None of this is model capability in the strict sense. The same model can operate in many different harnesses. And here is where the 2026 evidence gets interesting.
The Evidence
In February 2026, LangChain’s engineering team published an experiment. They had a coding agent built on GPT-5.2-Codex, scoring 52.8 percent on Terminal Bench 2.0. This score put the agent outside the Top 30. The team wanted to improve it. They did not change the model. They changed only the harness. Over a few weeks of iterative work, they moved the score from 52.8 percent to 66.5 percent. Same model. Same weights. Same training. Different environment around the model. The agent moved from outside Top 30 to Top 5 on the benchmark.
The 13.7 percentage point improvement came from a specific set of moves. Context middleware that mapped the agent’s working directory on startup so it did not waste time and tokens discovering it. Prompting changes that forced the agent to verify its own work against task specifications rather than re-reading its own code and declaring it fine. A reasoning budget allocation that spent high compute on planning and verification and moderate compute on implementation, because maximum reasoning at every step caused timeout failures. Middleware to detect and break repetition loops. Explicit onboarding about how the agent’s code would be tested programmatically, so it wrote code that could pass those tests.

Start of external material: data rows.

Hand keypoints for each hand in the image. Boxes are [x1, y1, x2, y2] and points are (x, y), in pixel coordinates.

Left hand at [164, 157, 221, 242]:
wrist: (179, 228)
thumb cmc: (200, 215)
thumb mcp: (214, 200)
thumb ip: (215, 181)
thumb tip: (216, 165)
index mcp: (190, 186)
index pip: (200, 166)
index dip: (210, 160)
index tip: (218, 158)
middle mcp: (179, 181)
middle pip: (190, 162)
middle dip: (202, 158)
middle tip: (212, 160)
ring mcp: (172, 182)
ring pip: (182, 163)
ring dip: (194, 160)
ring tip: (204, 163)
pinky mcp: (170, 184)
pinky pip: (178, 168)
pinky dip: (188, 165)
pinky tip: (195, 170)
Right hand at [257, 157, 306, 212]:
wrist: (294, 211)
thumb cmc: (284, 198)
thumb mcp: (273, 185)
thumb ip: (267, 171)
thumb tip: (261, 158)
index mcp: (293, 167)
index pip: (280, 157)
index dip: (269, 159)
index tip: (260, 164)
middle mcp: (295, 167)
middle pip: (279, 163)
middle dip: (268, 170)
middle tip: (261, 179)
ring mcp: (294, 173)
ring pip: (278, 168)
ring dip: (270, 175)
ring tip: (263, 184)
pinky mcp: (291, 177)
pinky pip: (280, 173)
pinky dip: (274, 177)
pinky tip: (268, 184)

None of these are model changes. All of them are harness changes. The cumulative effect on benchmark score was larger than what typical new-model releases deliver.
OpenAI’s evidence is more dramatic in scale. In early February 2026, the Codex team published a report from an internal experiment. For five months, a small team of engineers had been building a production software product, one million lines of code, with zero lines manually written. Every line, every test, every CI configuration, every documentation file, was written by Codex agents. The engineers’ job was to design the harness. When Codex made a mistake, they asked what capability was missing, and built it into the environment. What abstractions should agents reach for. What conventions should they follow. What background tasks should continuously enforce code quality. The product shipped, deployed, broke, and got fixed, like any other production system. The team’s estimate was that they built it in about one-tenth the time it would have taken to write the code by hand.
The OpenAI report reads as an engineering diary, not a marketing document. The tone throughout is that the model was always capable. What they had to build was the environment in which the capability could be exercised reliably. The report describes specific failures and the harness fixes applied. A giant instruction file became a directory of targeted docs, because a single monolithic file crowded out actual task context. A one-off quality check became a scheduled background task, because human taste captured once and enforced continuously works better than catching drift in periodic bursts. A hand-off from one agent session to another became a structured artifact rather than a conversation summary, because agents are better at reading fresh state than inheriting someone else’s context.
Anthropic’s contribution arrived in March 2026. A three-agent harness for long-running autonomous coding. A Planner expands a short product prompt into a fuller specification, deliberately leaving implementation details unspecified, because early over-specification cascades into downstream errors. A Generator implements features one sprint at a time, writing code and tests. An Evaluator runs Playwright-based browser automation to interact with the running application and score it against the sprint’s contract, criteria negotiated with the Generator before code is written. If evaluation fails, the sprint fails and the cycle repeats with revised scope.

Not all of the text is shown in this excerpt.